## Work item
Your answer must be every line of the data that contains "numbered".

## Data to use
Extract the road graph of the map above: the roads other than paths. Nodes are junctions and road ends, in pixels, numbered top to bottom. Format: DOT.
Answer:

---

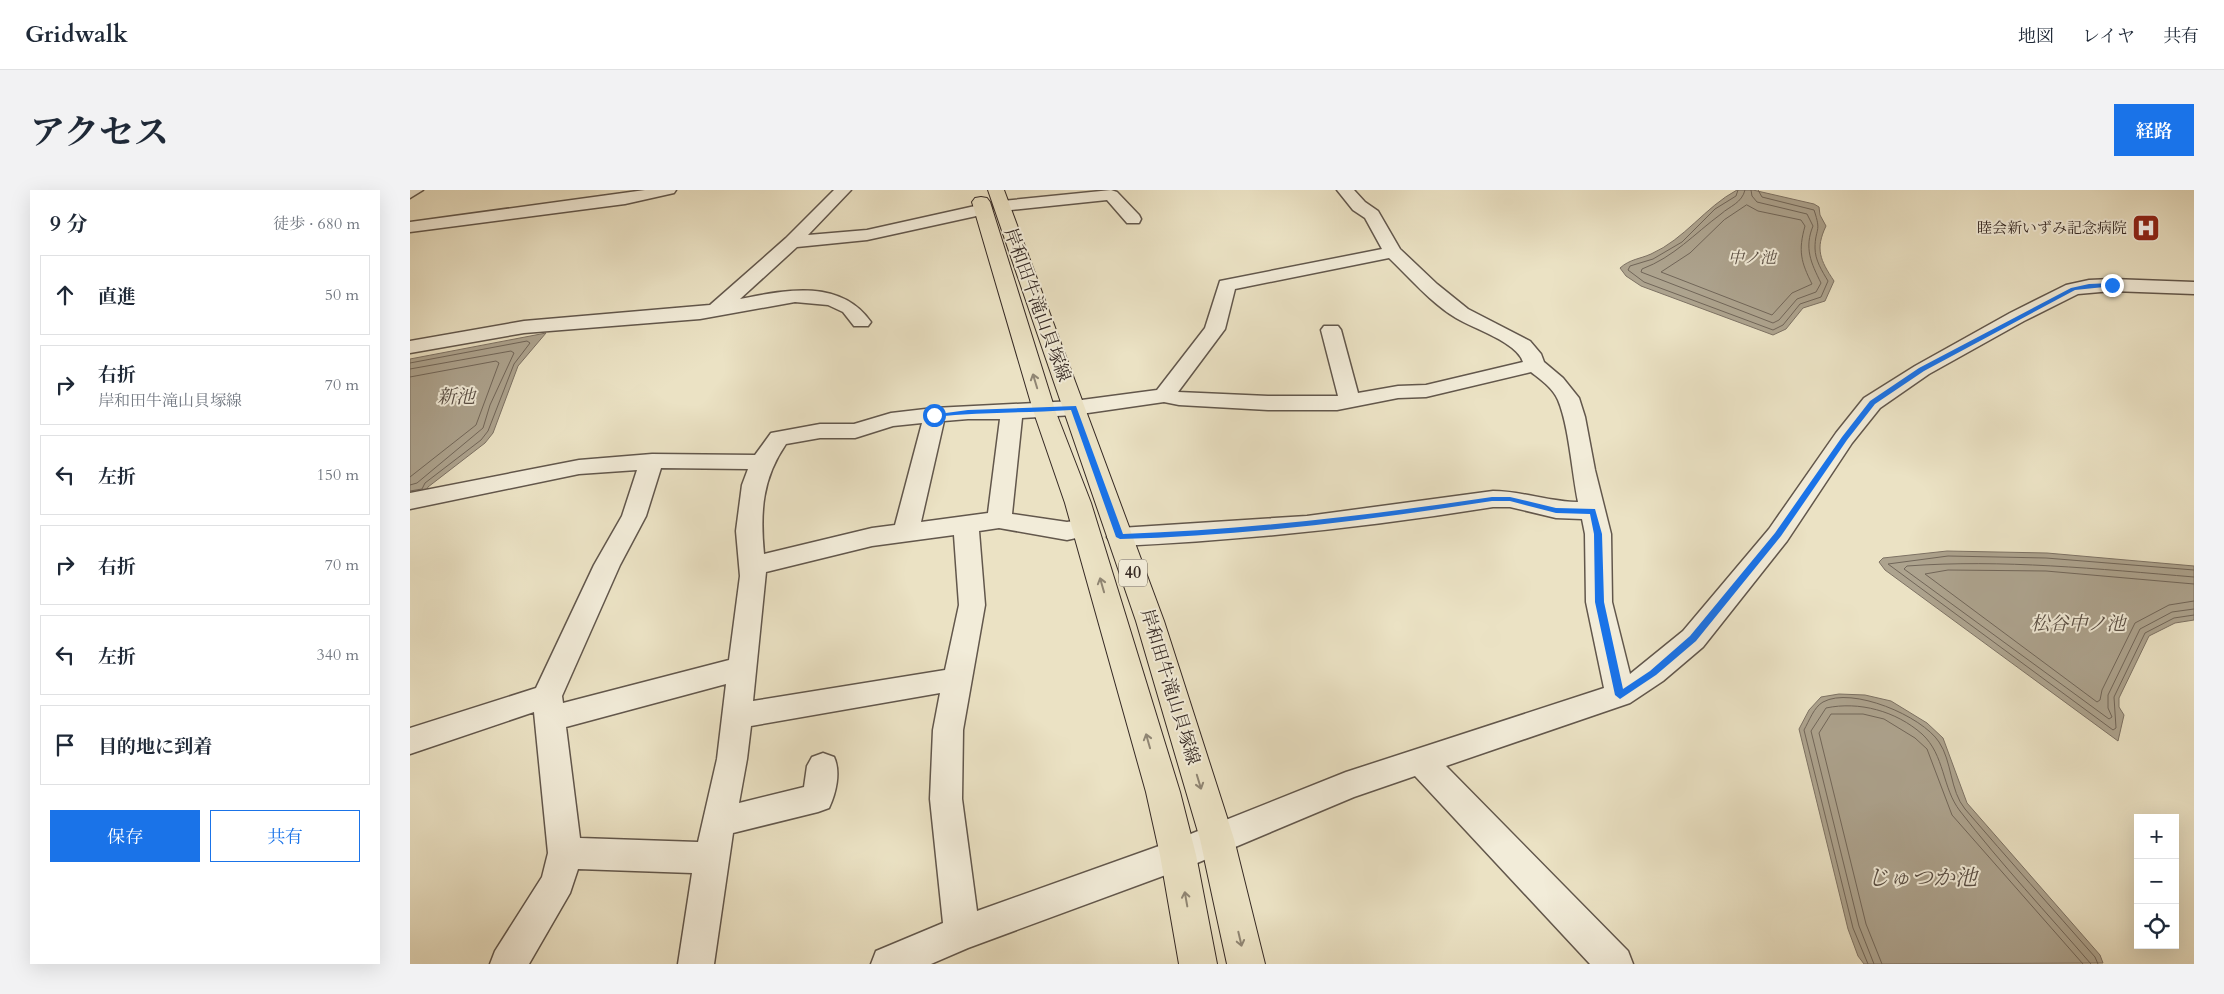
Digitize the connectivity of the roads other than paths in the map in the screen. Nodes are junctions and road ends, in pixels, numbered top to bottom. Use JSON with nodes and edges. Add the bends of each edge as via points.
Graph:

* * *

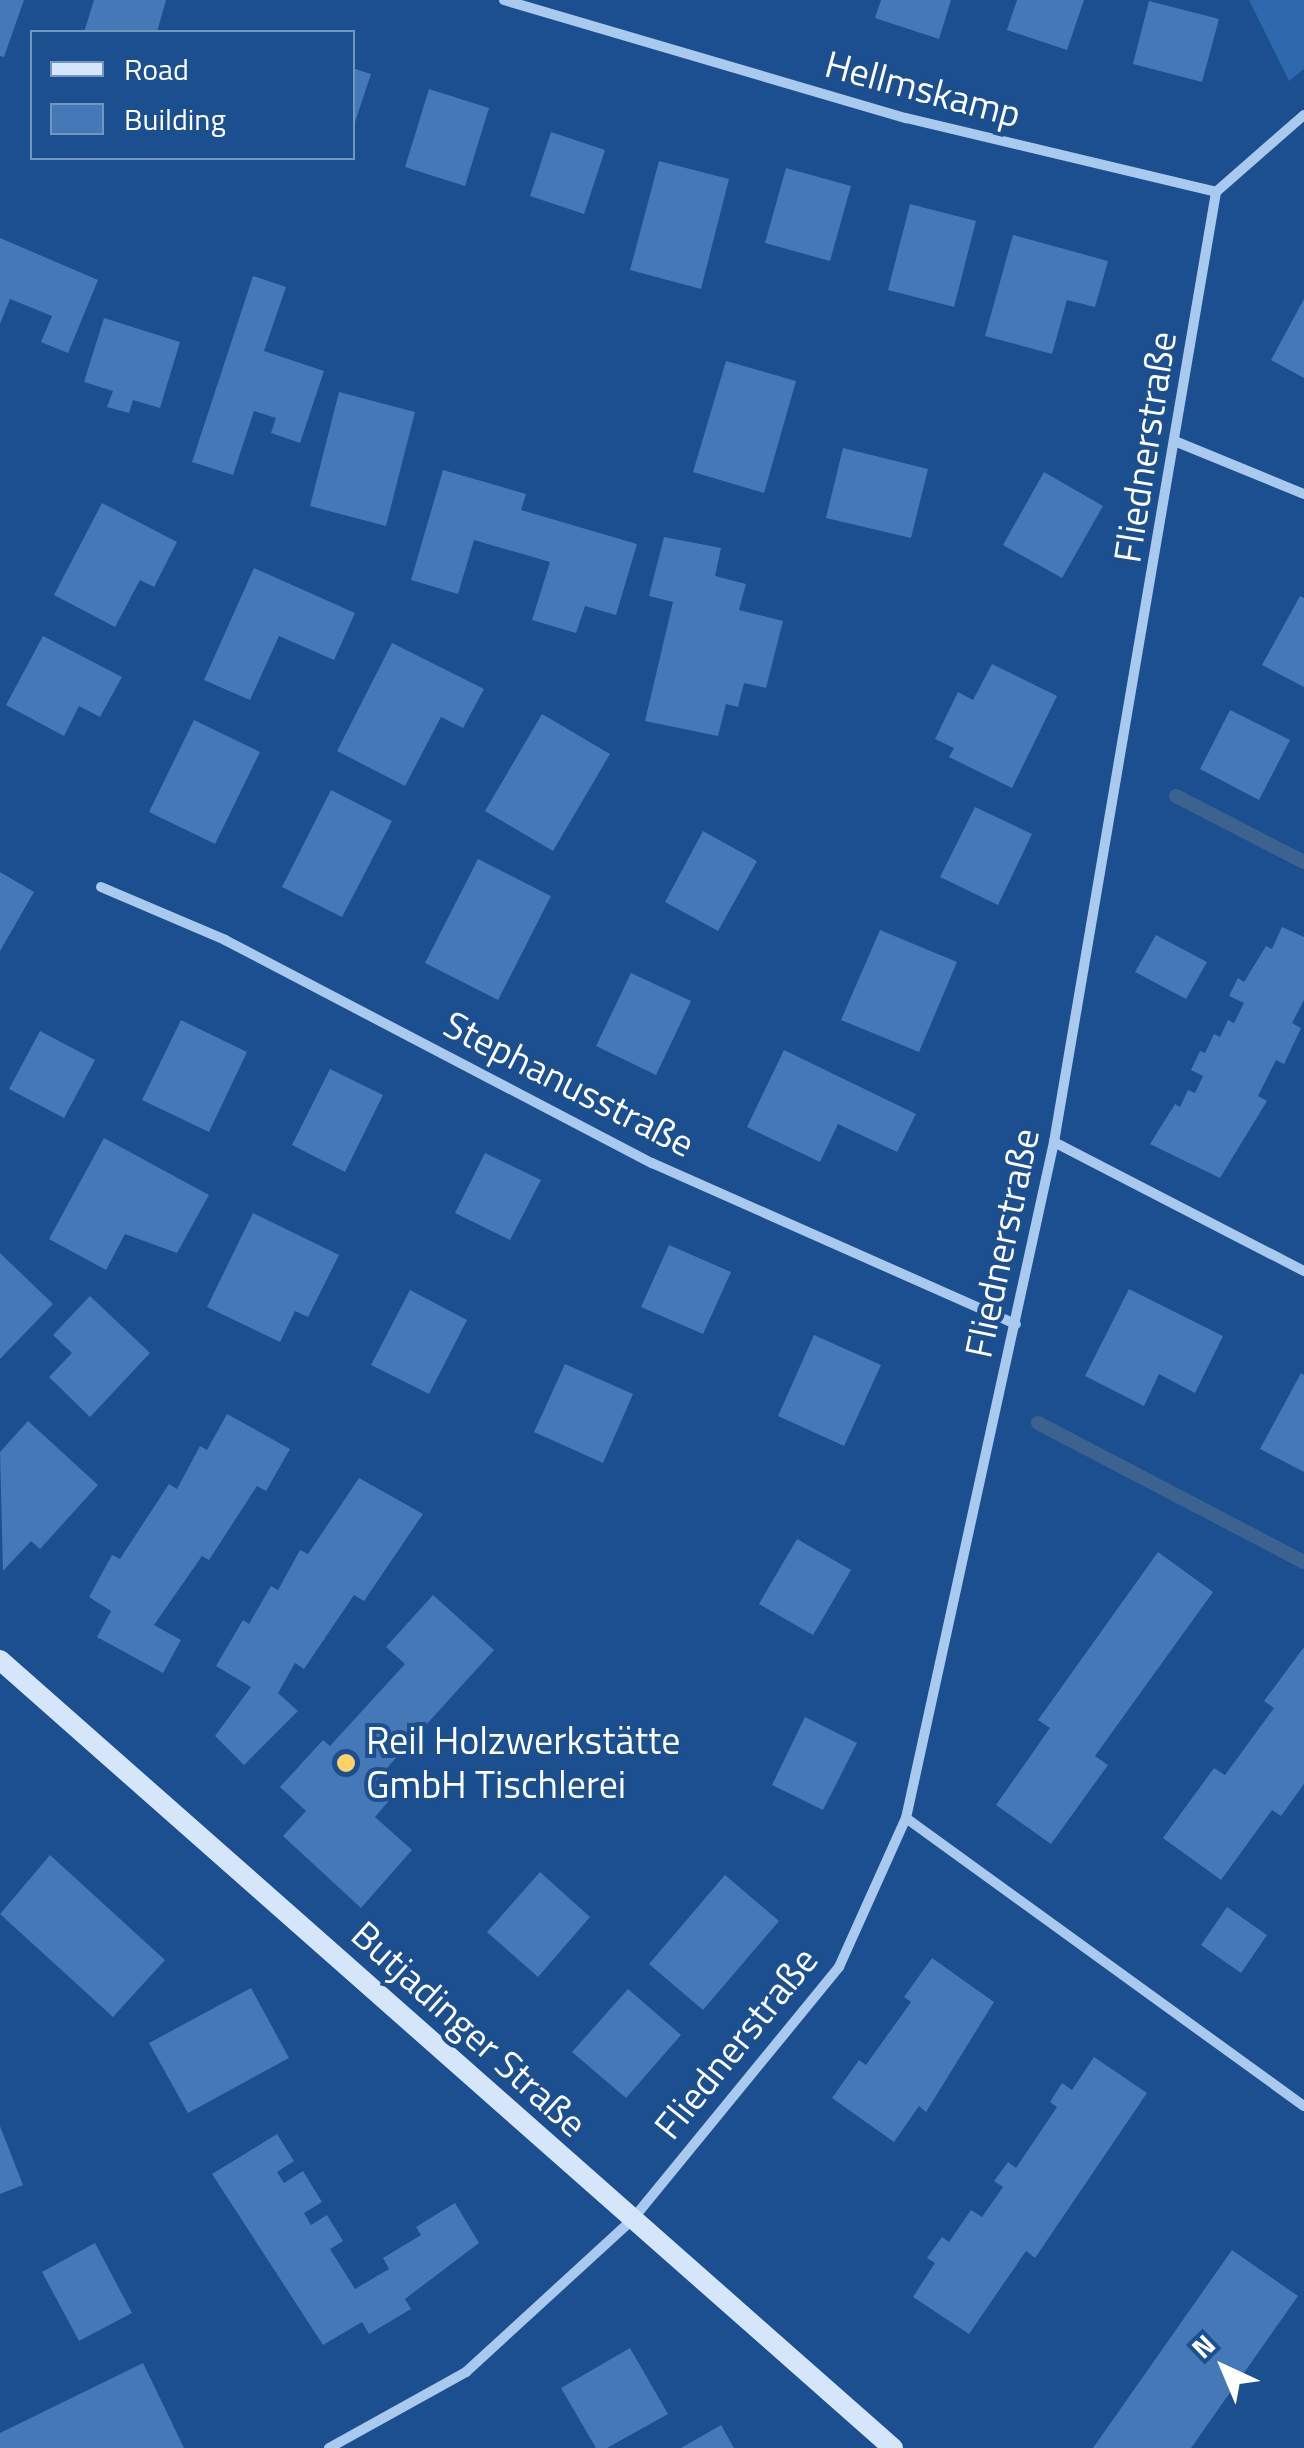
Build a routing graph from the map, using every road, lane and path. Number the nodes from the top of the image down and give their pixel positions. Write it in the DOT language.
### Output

## Exercise response
Extract the road graph of the map above: the roads other than paths. Nodes are junctions and road ends, in pixels, numbered top to bottom. Format: DOT.
Digitize the connectivity of the roads other than paths in the map in the screen. Nodes are junctions and road ends, in pixels, numbered top to bottom. Use JSON with nodes and edges. Add the bends of each edge as via points.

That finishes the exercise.